PBS Kids Focus Is on Content Accessibility for All
PBS KIDS is working to make it’s content accessible for all children.
Did you know there are nearly 2,000,000 US children under the age of five with a disability? How they need to access (or consume) media has not been considered nearly enough.
Today is Global Accessibility Day which was started by John Devron, a Los Angeles-based technologist. He challenged all web developers across the globe to set aside one day of the year to raise awareness and know-how about creating digital content and making sites more accessible.
PBS Kids accepted the challenge and has been working to make its content more accessible for all children.
Sara Dewitt, V.P. PBS KIDS Digital, shared the following with us: PBS KIDS’ mission is rooted in providing learning opportunities to all children. From turning on the TV to playing a game, considering kids’ varying levels of cognitive and physical abilities is a priority design consideration for us as we aim to support all children.
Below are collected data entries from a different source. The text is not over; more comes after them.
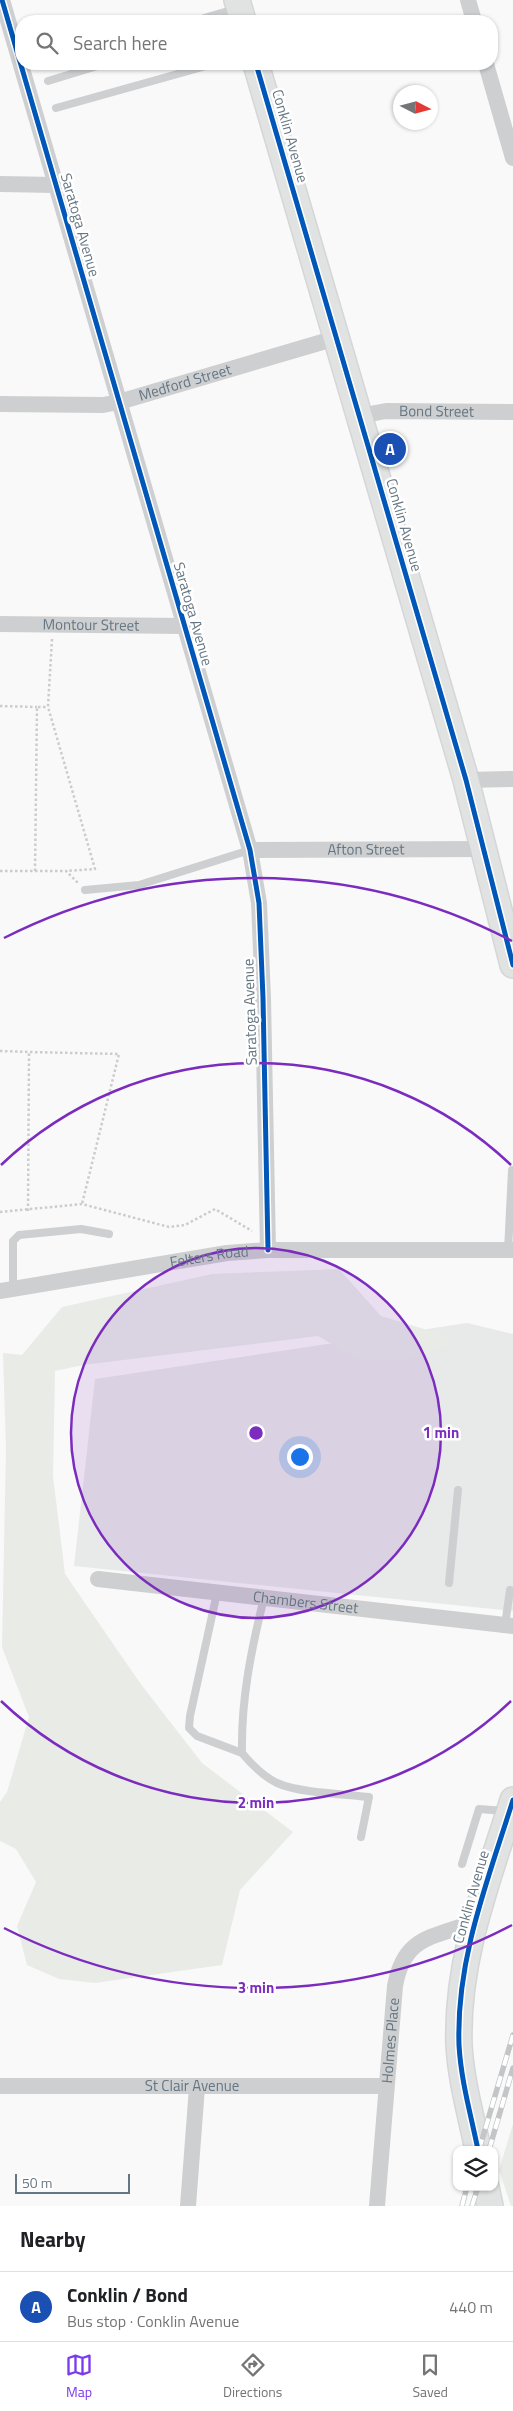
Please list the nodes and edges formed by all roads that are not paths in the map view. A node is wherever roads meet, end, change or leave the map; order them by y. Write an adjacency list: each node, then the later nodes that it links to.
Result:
1 (2, 0): 6 (street, Saratoga Avenue)
2 (468, 0): 5 (street)
3 (240, 10): 4 (lane)
4 (218, 15)
5 (472, 15)
6 (15, 45)
7 (22, 70): 16 (street, Saratoga Avenue)
8 (84, 70): 12 (lane)
9 (192, 70): 13 (lane)
10 (258, 70): 17 (main road, Conklin Avenue)
11 (488, 70): 14 (street)
12 (48, 81)
13 (56, 108)
14 (513, 158)
15 (0, 184): 16 (street)
16 (56, 185): 18 (street, Saratoga Avenue)
17 (336, 338): 18 (street, Medford Street); 21 (main road, Conklin Avenue)
18 (119, 402): 19 (street, Medford Street); 23 (street, Saratoga Avenue)
19 (0, 404)
20 (513, 412): 21 (street, Bond Street)
21 (359, 416): 25 (main road, Conklin Avenue)
22 (0, 624): 23 (street, Montour Street)
23 (184, 626): 27 (street, Saratoga Avenue)
24 (513, 779): 25 (street)
25 (466, 780): 26 (main road, Conklin Avenue)
26 (484, 849): 27 (street, Afton Street); 29 (main road, Conklin Avenue)
27 (250, 850): 28 (lane); 32 (street, Saratoga Avenue)
28 (85, 890)
29 (513, 966)
30 (512, 1170): 33 (lane)
31 (109, 1234): 34 (lane)
32 (268, 1250): 33 (street, Felters Road); 34 (street, Felters Road)
33 (510, 1250)
34 (6, 1290)
35 (458, 1490): 37 (lane)
36 (98, 1579): 39 (street, Chambers Street)
37 (449, 1583)
38 (510, 1590): 41 (lane)
39 (217, 1593): 40 (street, Chambers Street); 42 (lane)
40 (264, 1598): 41 (street, Chambers Street); 42 (lane)
41 (509, 1625)
42 (242, 1753): 44 (lane)
43 (511, 1805): 45 (lane); 46 (main road, Conklin Avenue)
44 (362, 1837)
45 (462, 1864)
46 (474, 1922): 48 (street, Holmes Place); 50 (main road, Conklin Avenue)
47 (0, 2086): 49 (street, St Clair Avenue)
48 (386, 2086): 49 (street, St Clair Avenue); 53 (street, Holmes Place)
49 (197, 2087): 52 (street)
50 (477, 2146)
51 (487, 2191): 54 (main road)
52 (188, 2206)
53 (377, 2206)
54 (490, 2206)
Evaluating Elements for Accessibility
For digital content like games, we require our producers to evaluate elements of the user interface (UI) for accessibility. UI elements in PBS KIDS websites include metadata for screen readers to provide auditory descriptions of onscreen navigation, text-to-speech elements, and optimized text-to-background color contrast to ensure that text is easy to read. We are always learning and educating ourselves internally on best practices and sharing those practices with our community of game developers and producers.
Accessibility including Closed Captioning (CC) and Spanish Translations
Additionally, every PBS KIDS program broadcast via television includes closed captioning (CC), and many feature additional supports, such as descriptive audio. The PBS KIDS Video app on mobile devices and OTT also offers CC.
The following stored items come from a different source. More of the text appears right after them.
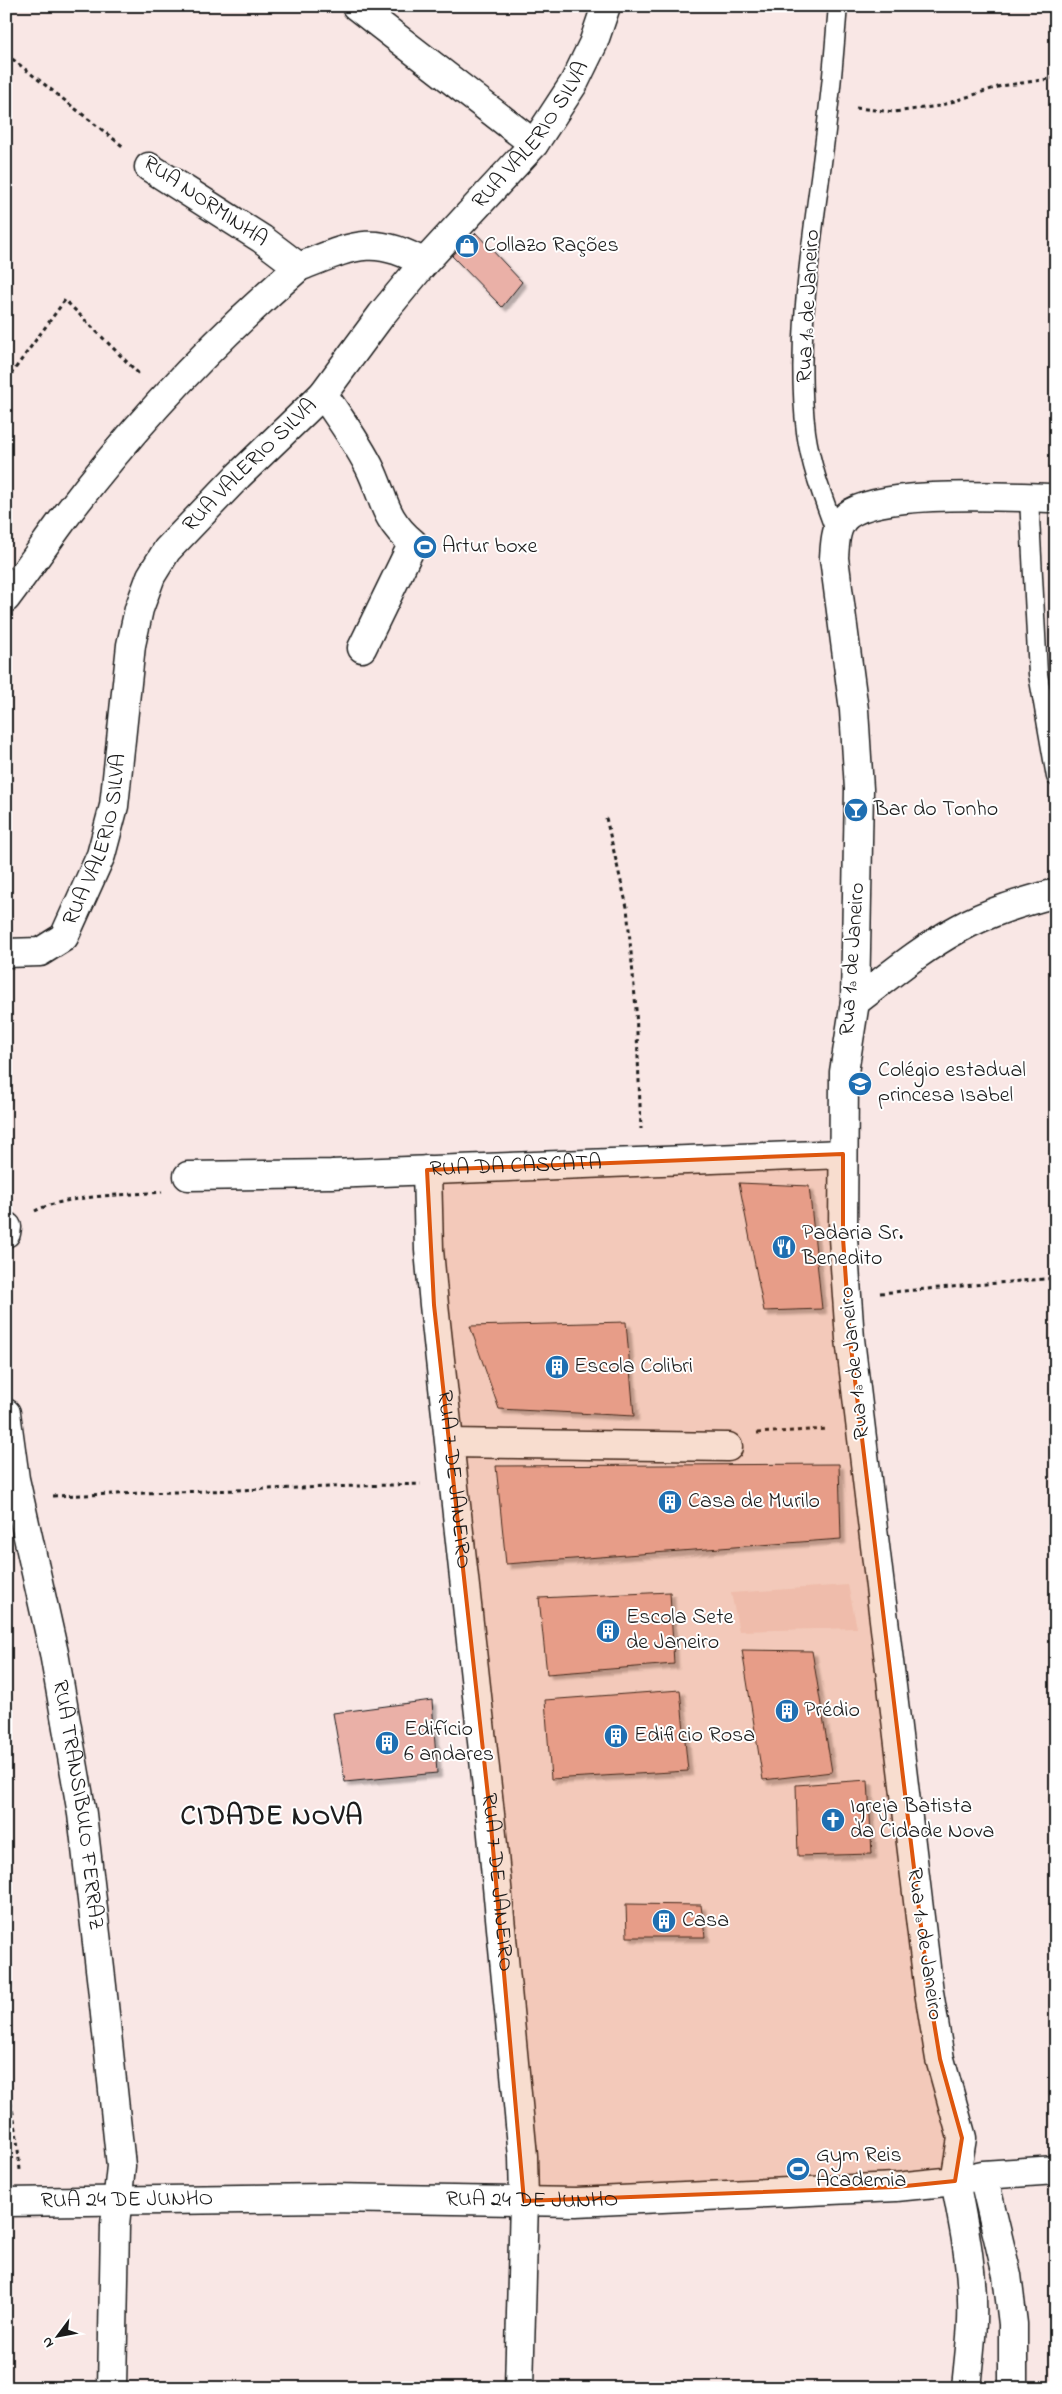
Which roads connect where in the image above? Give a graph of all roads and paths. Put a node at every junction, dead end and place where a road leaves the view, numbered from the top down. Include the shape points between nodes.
1 (356, 6) edge
2 (606, 6) edge
3 (838, 6) edge
4 (6, 54) edge
5 (1056, 78) edge
6 (829, 105) junction
7 (534, 144) junction
8 (149, 166) joint
9 (424, 263) junction
10 (299, 267) junction
11 (6, 381) edge
12 (323, 394) junction
13 (163, 398) junction
14 (1029, 498) junction
15 (1056, 498) edge
16 (836, 534) junction
17 (6, 598) edge
18 (362, 648) dead end
19 (1056, 778) edge
20 (606, 818) dead end
21 (1056, 893) edge
22 (6, 953) edge
23 (855, 1002) junction
24 (844, 1154) junction
25 (642, 1161) junction
26 (427, 1170) junction
27 (188, 1176) joint
28 (7, 1230) edge
29 (1056, 1278) edge
30 (848, 1296) junction
31 (6, 1414) edge
32 (861, 1427) junction
33 (450, 1443) junction
34 (728, 1447) joint
35 (454, 1482) junction
36 (20, 1497) junction
37 (6, 2079) edge
38 (962, 2138) junction
39 (1056, 2170) edge
40 (983, 2175) junction
41 (954, 2180) junction
42 (119, 2199) junction
43 (524, 2201) junction
44 (15, 2202) edge
45 (972, 2322) junction
46 (1013, 2324) junction
47 (112, 2388) edge
48 (519, 2388) edge
49 (966, 2388) edge
50 (1013, 2388) edge

1 - 7 street
2 - 7 street, RUA VALERIO SILVA via 593,44 574,83
3 - 6 lane, Rua 1ª de Janeiro
4 - 8 path, RUA NORMINHA
5 - 6 path via 1001,86 939,106 894,112
6 - 16 lane, Rua 1ª de Janeiro via 812,232 802,345 808,440 814,474
7 - 9 street, RUA VALERIO SILVA
8 - 10 street, RUA NORMINHA via 262,239
9 - 10 street via 402,250 362,246
9 - 12 street, RUA VALERIO SILVA
10 - 13 street via 221,338
11 - 13 path via 65,300
12 - 18 street via 354,439 390,519 413,543
12 - 22 street, RUA VALERIO SILVA via 174,543 151,576 131,645 114,806 101,855 64,937 40,952
13 - 17 street via 62,520
14 - 15 street
14 - 16 street via 956,496 888,501 847,516
14 - 19 lane via 1038,674
16 - 23 street, Rua 1ª de Janeiro via 834,558 854,710 859,789
20 - 25 path via 627,907 636,1009
21 - 23 street via 1014,905 959,928
23 - 24 street, Rua 1ª de Janeiro via 844,1072
24 - 25 street, RUA DA CASCATA
24 - 30 street, Rua 1ª de Janeiro via 843,1238
25 - 26 street, RUA DA CASCATA
26 - 27 street, RUA DA CASCATA
26 - 33 street, RUA 7 DE JANEIRO via 428,1250
27 - 28 path via 168,1192 45,1206
29 - 30 path
30 - 32 street, Rua 1ª de Janeiro
31 - 36 street, RUA TRANSIBULO FERRAZ
32 - 34 path via 737,1434
32 - 38 street, Rua 1ª de Janeiro via 929,1992 940,2059
33 - 34 street
33 - 35 street, RUA 7 DE JANEIRO
35 - 36 path
35 - 43 street, RUA 7 DE JANEIRO via 490,1814 523,2156
36 - 42 street, RUA TRANSIBULO FERRAZ via 54,1653 82,1814 120,2157
37 - 44 path via 16,2128
38 - 40 street
38 - 41 street, Rua 1ª de Janeiro
39 - 40 street, RUA 24 DE JUNHO
40 - 41 street, RUA 24 DE JUNHO
40 - 46 street via 1008,2275
41 - 43 street, RUA 24 DE JUNHO via 896,2187 576,2202
41 - 45 street via 966,2238
42 - 43 street, RUA 24 DE JUNHO
42 - 44 street, RUA 24 DE JUNHO
42 - 47 street, RUA TRANSIBULO FERRAZ via 115,2225
43 - 48 street, RUA 7 DE JANEIRO
45 - 46 street via 991,2320
45 - 49 street
46 - 50 street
We also offer apps that support Dual Language Learners with Spanish Translations. Some of these apps include Play & Learn Science, Play & Learn Engineering and THE CAT IN THE HAT KNOWS A LOT ABOUT THAT The Cat in the Hat Builds That.
The accessibility options are embedded into each program, platform (like the PBS KIDS Video app) and game, as outlined above. We make these features with the hope that they will be intuitive for the users which will include parents, educators, and, most importantly, kids.
We also conduct playtesting to gather feedback from both adults and kids to improve features, including the design and how our audience can find them.
According to Dawn Ciccone, VP of Brand Licensing at PBS, PBS KIDS has partnered with Zappos Adaptive since 2018 with a line of gender-neutral, two-way reversible, adaptive apparel with kid-friendly designs that promote independence for all children.
More recently, Zappos Adaptive, Billy Footwear, and RoShamBo Eyewear, in partnership with PBS KIDS, teamed up to release more than 12 exclusive styles of footwear and sunglasses featuring fan-favorite characters from the popular series, Arthur. The adaptive shoes feature an elongated zipper allowing the top part of the shoe to open like a book so that the wearer can slip it on and off with ease. The sunglasses from RoShamBo Eyewear, are unbreakable and made of soft, safe materials that help to foster inclusivity by offering functional and fashionable products to children of varying abilities.